◆ Try it
The entries are to be printed again word for word, but no picture may appear.

*** Material for this task Section Begins ***

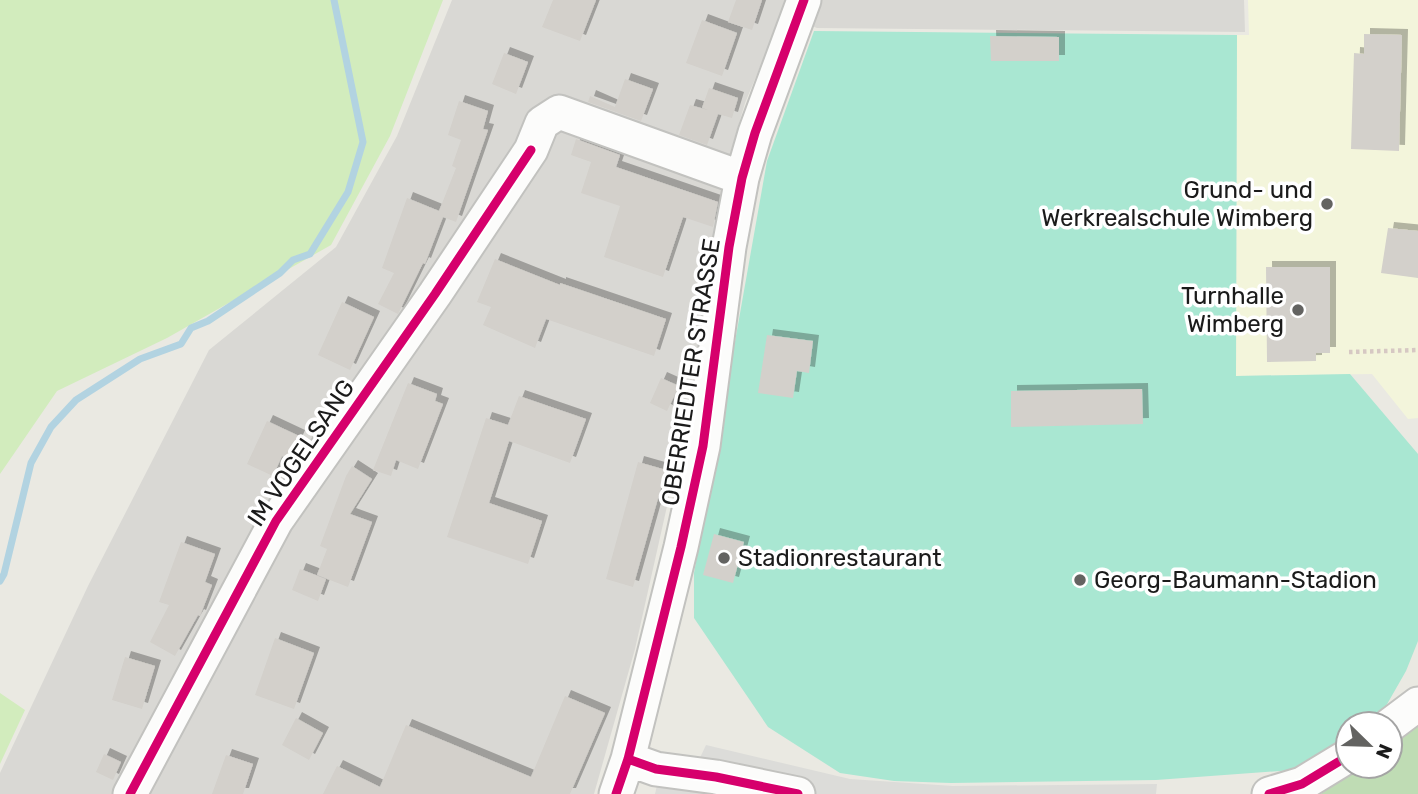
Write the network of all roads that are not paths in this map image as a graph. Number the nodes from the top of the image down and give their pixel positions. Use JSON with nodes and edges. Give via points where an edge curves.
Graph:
{"nodes":[{"id":1,"x":804,"y":0,"type":"edge"},
{"id":2,"x":742,"y":178,"type":"junction"},
{"id":3,"x":628,"y":759,"type":"junction"},
{"id":4,"x":1334,"y":765,"type":"edge"},
{"id":5,"x":130,"y":794,"type":"edge"},
{"id":6,"x":616,"y":794,"type":"edge"},
{"id":7,"x":797,"y":794,"type":"edge"},
{"id":8,"x":1269,"y":794,"type":"edge"}],
"edges":[{"from":1,"to":2,"type":"street","name":"OBERRIEDTER STRASSE"},
{"from":2,"to":3,"type":"street","name":"OBERRIEDTER STRASSE","via":[[703,446]]},
{"from":2,"to":5,"type":"street","name":"IM VOGELSANG","via":[[559,112],[542,124],[531,150],[435,294],[276,521]]},
{"from":3,"to":6,"type":"street","name":"OBERRIEDTER STRASSE"},
{"from":3,"to":7,"type":"street","via":[[656,769]]},
{"from":4,"to":8,"type":"street","via":[[1302,784]]}]}
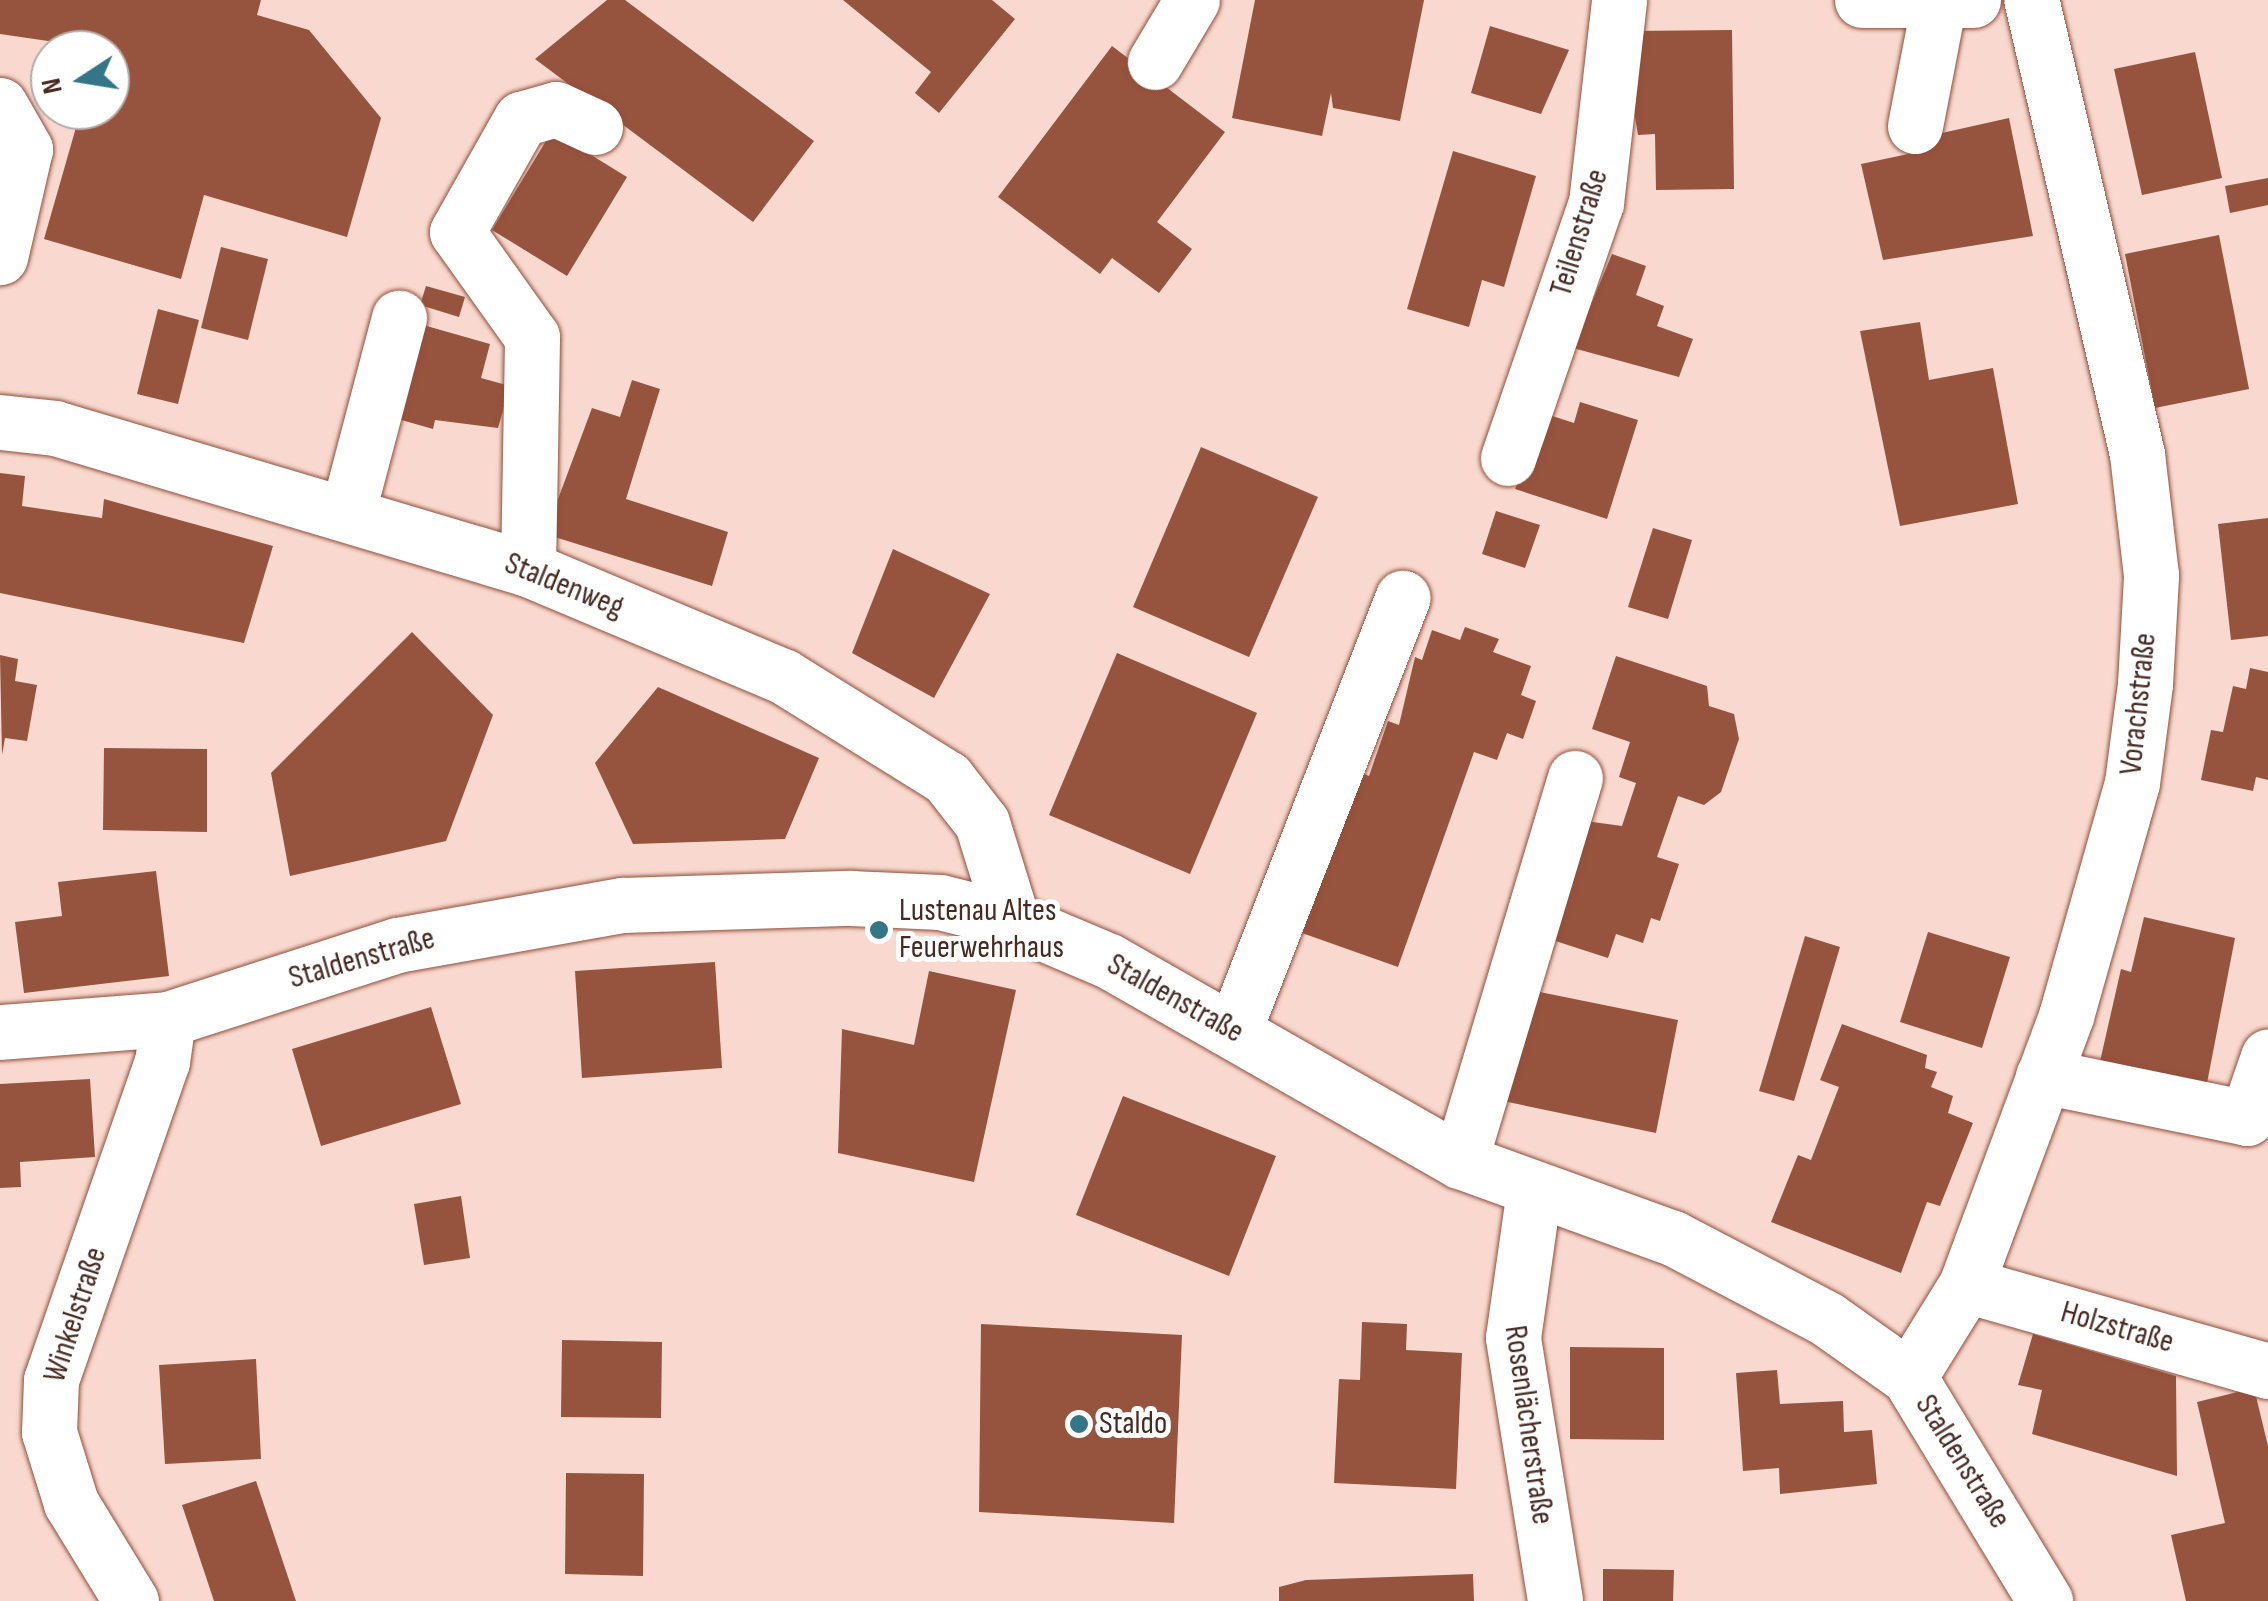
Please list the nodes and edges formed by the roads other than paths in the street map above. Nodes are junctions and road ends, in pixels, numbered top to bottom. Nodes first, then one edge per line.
1 (1192, 0) edge
2 (1619, 0) edge
3 (1862, 0) edge
4 (2031, 0) edge
5 (1957, 3) edge
6 (1155, 62) dead end
7 (0, 105) edge
8 (1916, 126) dead end
9 (594, 127) dead end
10 (0, 257) edge
11 (399, 318) dead end
12 (0, 422) edge
13 (1508, 458) dead end
14 (348, 511) junction
15 (528, 568) junction
16 (1402, 598) dead end
17 (1576, 778) dead end
18 (1012, 920) junction
19 (168, 1018) junction
20 (1234, 1030) junction
21 (0, 1032) edge
22 (2268, 1057) edge
23 (2043, 1076) junction
24 (1460, 1161) junction
25 (1534, 1190) junction
26 (1966, 1286) junction
27 (2268, 1371) edge
28 (1909, 1377) junction
29 (131, 1601) edge
30 (1555, 1601) edge
31 (2046, 1601) edge

1 - 6 street
2 - 13 street, Teilenstraße
3 - 5 street
4 - 23 street, Vorachstraße
5 - 8 street
7 - 10 street
9 - 15 street
11 - 14 street
12 - 14 street, Staldenweg
14 - 15 street, Staldenweg
15 - 18 street, Staldenweg
16 - 20 street
17 - 24 street
18 - 19 street, Staldenstraße
18 - 20 street, Staldenstraße
19 - 21 street, Staldenstraße
19 - 29 street, Winkelstraße
20 - 24 street, Staldenstraße
22 - 23 street
23 - 26 street, Vorachstraße
24 - 25 street, Staldenstraße
25 - 28 street, Staldenstraße
25 - 30 street, Rosenlächerstraße
26 - 27 street, Holzstraße
26 - 28 street, Vorachstraße
28 - 31 street, Staldenstraße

*** Material for this task Section Ends ***

◆ Response to this exercise
Write the network of all roads that are not paths in this map image as a graph. Number the nodes from the top of the image down and give their pixel positions. Use JSON with nodes and edges. Give via points where an edge curves.
Graph:
{"nodes":[{"id":1,"x":804,"y":0,"type":"edge"},
{"id":2,"x":742,"y":178,"type":"junction"},
{"id":3,"x":628,"y":759,"type":"junction"},
{"id":4,"x":1334,"y":765,"type":"edge"},
{"id":5,"x":130,"y":794,"type":"edge"},
{"id":6,"x":616,"y":794,"type":"edge"},
{"id":7,"x":797,"y":794,"type":"edge"},
{"id":8,"x":1269,"y":794,"type":"edge"}],
"edges":[{"from":1,"to":2,"type":"street","name":"OBERRIEDTER STRASSE"},
{"from":2,"to":3,"type":"street","name":"OBERRIEDTER STRASSE","via":[[703,446]]},
{"from":2,"to":5,"type":"street","name":"IM VOGELSANG","via":[[559,112],[542,124],[531,150],[435,294],[276,521]]},
{"from":3,"to":6,"type":"street","name":"OBERRIEDTER STRASSE"},
{"from":3,"to":7,"type":"street","via":[[656,769]]},
{"from":4,"to":8,"type":"street","via":[[1302,784]]}]}
Please list the nodes and edges formed by the roads other than paths in the street map above. Nodes are junctions and road ends, in pixels, numbered top to bottom. Nodes first, then one edge per line.
1 (1192, 0) edge
2 (1619, 0) edge
3 (1862, 0) edge
4 (2031, 0) edge
5 (1957, 3) edge
6 (1155, 62) dead end
7 (0, 105) edge
8 (1916, 126) dead end
9 (594, 127) dead end
10 (0, 257) edge
11 (399, 318) dead end
12 (0, 422) edge
13 (1508, 458) dead end
14 (348, 511) junction
15 (528, 568) junction
16 (1402, 598) dead end
17 (1576, 778) dead end
18 (1012, 920) junction
19 (168, 1018) junction
20 (1234, 1030) junction
21 (0, 1032) edge
22 (2268, 1057) edge
23 (2043, 1076) junction
24 (1460, 1161) junction
25 (1534, 1190) junction
26 (1966, 1286) junction
27 (2268, 1371) edge
28 (1909, 1377) junction
29 (131, 1601) edge
30 (1555, 1601) edge
31 (2046, 1601) edge

1 - 6 street
2 - 13 street, Teilenstraße
3 - 5 street
4 - 23 street, Vorachstraße
5 - 8 street
7 - 10 street
9 - 15 street
11 - 14 street
12 - 14 street, Staldenweg
14 - 15 street, Staldenweg
15 - 18 street, Staldenweg
16 - 20 street
17 - 24 street
18 - 19 street, Staldenstraße
18 - 20 street, Staldenstraße
19 - 21 street, Staldenstraße
19 - 29 street, Winkelstraße
20 - 24 street, Staldenstraße
22 - 23 street
23 - 26 street, Vorachstraße
24 - 25 street, Staldenstraße
25 - 28 street, Staldenstraße
25 - 30 street, Rosenlächerstraße
26 - 27 street, Holzstraße
26 - 28 street, Vorachstraße
28 - 31 street, Staldenstraße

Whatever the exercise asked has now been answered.